**YOUR OBJECTIVE**
Return every record verbatim, omitting all pictures.

[Stored data]
--- --- ---

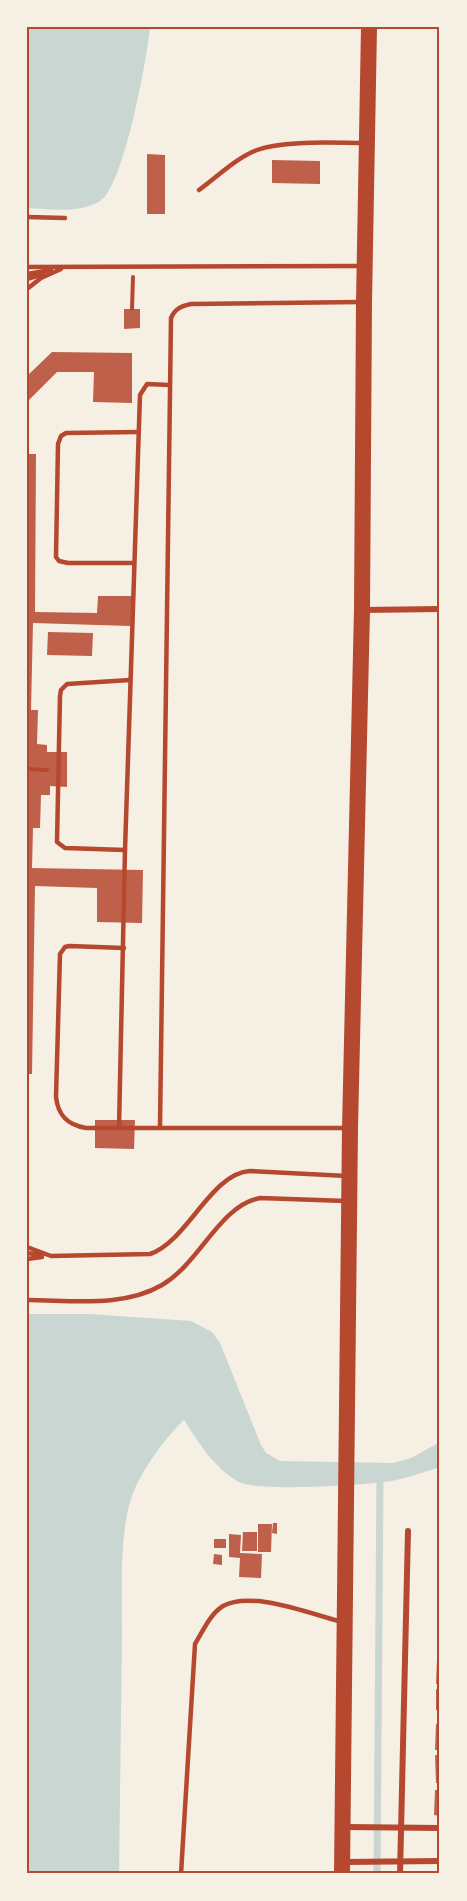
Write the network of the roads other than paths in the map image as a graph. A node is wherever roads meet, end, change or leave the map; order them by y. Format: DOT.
graph roads {
  1 [pos="369,27"];
  2 [pos="367,142"];
  3 [pos="199,190"];
  4 [pos="27,217"];
  5 [pos="65,218"];
  6 [pos="364,266"];
  7 [pos="63,268"];
  8 [pos="27,269"];
  9 [pos="27,279"];
  10 [pos="27,289"];
  11 [pos="364,302"];
  12 [pos="169,385"];
  13 [pos="138,432"];
  14 [pos="134,563"];
  15 [pos="440,609"];
  16 [pos="362,610"];
  17 [pos="130,681"];
  18 [pos="125,850"];
  19 [pos="124,948"];
  20 [pos="119,1128"];
  21 [pos="160,1128"];
  22 [pos="350,1128"];
  23 [pos="350,1176"];
  24 [pos="349,1201"];
  25 [pos="27,1253"];
  26 [pos="51,1256"];
  27 [pos="27,1300"];
  28 [pos="408,1531"];
  29 [pos="344,1622"];
  30 [pos="342,1827"];
  31 [pos="401,1828"];
  32 [pos="440,1828"];
  33 [pos="400,1861"];
  34 [pos="440,1861"];
  35 [pos="347,1866"];
  36 [pos="181,1874"];
  37 [pos="400,1874"];
  1 -- 2 [label="highway"];
  2 -- 3 [label="lane"];
  2 -- 6 [label="highway"];
  4 -- 5 [label="lane"];
  6 -- 7 [label="lane"];
  6 -- 11 [label="highway"];
  7 -- 8 [label="lane"];
  7 -- 8 [label="lane"];
  7 -- 9 [label="lane"];
  7 -- 10 [label="lane"];
  11 -- 12 [label="lane"];
  11 -- 16 [label="highway"];
  12 -- 13 [label="lane"];
  12 -- 21 [label="lane"];
  13 -- 14 [label="lane"];
  13 -- 14 [label="lane"];
  14 -- 17 [label="lane"];
  15 -- 16 [label="street"];
  16 -- 22 [label="highway"];
  17 -- 18 [label="lane"];
  17 -- 18 [label="lane"];
  18 -- 19 [label="lane"];
  19 -- 20 [label="lane"];
  19 -- 20 [label="lane"];
  20 -- 21 [label="lane"];
  21 -- 22 [label="lane"];
  22 -- 23 [label="highway"];
  23 -- 24 [label="highway"];
  23 -- 26 [label="lane"];
  24 -- 27 [label="lane"];
  24 -- 29 [label="highway"];
  25 -- 26 [label="lane"];
  25 -- 26 [label="lane"];
  28 -- 31 [label="street"];
  29 -- 30 [label="highway"];
  29 -- 36 [label="lane"];
  30 -- 31 [label="street"];
  30 -- 35 [label="highway"];
  31 -- 32 [label="street"];
  31 -- 33 [label="street"];
  33 -- 34 [label="street"];
  33 -- 35 [label="street"];
  33 -- 37 [label="street"];
}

--- --- ---

**TASK RESULT**
Write the network of the roads other than paths in the map image as a graph. A node is wherever roads meet, end, change or leave the map; order them by y. Format: DOT.
graph roads {
  1 [pos="369,27"];
  2 [pos="367,142"];
  3 [pos="199,190"];
  4 [pos="27,217"];
  5 [pos="65,218"];
  6 [pos="364,266"];
  7 [pos="63,268"];
  8 [pos="27,269"];
  9 [pos="27,279"];
  10 [pos="27,289"];
  11 [pos="364,302"];
  12 [pos="169,385"];
  13 [pos="138,432"];
  14 [pos="134,563"];
  15 [pos="440,609"];
  16 [pos="362,610"];
  17 [pos="130,681"];
  18 [pos="125,850"];
  19 [pos="124,948"];
  20 [pos="119,1128"];
  21 [pos="160,1128"];
  22 [pos="350,1128"];
  23 [pos="350,1176"];
  24 [pos="349,1201"];
  25 [pos="27,1253"];
  26 [pos="51,1256"];
  27 [pos="27,1300"];
  28 [pos="408,1531"];
  29 [pos="344,1622"];
  30 [pos="342,1827"];
  31 [pos="401,1828"];
  32 [pos="440,1828"];
  33 [pos="400,1861"];
  34 [pos="440,1861"];
  35 [pos="347,1866"];
  36 [pos="181,1874"];
  37 [pos="400,1874"];
  1 -- 2 [label="highway"];
  2 -- 3 [label="lane"];
  2 -- 6 [label="highway"];
  4 -- 5 [label="lane"];
  6 -- 7 [label="lane"];
  6 -- 11 [label="highway"];
  7 -- 8 [label="lane"];
  7 -- 8 [label="lane"];
  7 -- 9 [label="lane"];
  7 -- 10 [label="lane"];
  11 -- 12 [label="lane"];
  11 -- 16 [label="highway"];
  12 -- 13 [label="lane"];
  12 -- 21 [label="lane"];
  13 -- 14 [label="lane"];
  13 -- 14 [label="lane"];
  14 -- 17 [label="lane"];
  15 -- 16 [label="street"];
  16 -- 22 [label="highway"];
  17 -- 18 [label="lane"];
  17 -- 18 [label="lane"];
  18 -- 19 [label="lane"];
  19 -- 20 [label="lane"];
  19 -- 20 [label="lane"];
  20 -- 21 [label="lane"];
  21 -- 22 [label="lane"];
  22 -- 23 [label="highway"];
  23 -- 24 [label="highway"];
  23 -- 26 [label="lane"];
  24 -- 27 [label="lane"];
  24 -- 29 [label="highway"];
  25 -- 26 [label="lane"];
  25 -- 26 [label="lane"];
  28 -- 31 [label="street"];
  29 -- 30 [label="highway"];
  29 -- 36 [label="lane"];
  30 -- 31 [label="street"];
  30 -- 35 [label="highway"];
  31 -- 32 [label="street"];
  31 -- 33 [label="street"];
  33 -- 34 [label="street"];
  33 -- 35 [label="street"];
  33 -- 37 [label="street"];
}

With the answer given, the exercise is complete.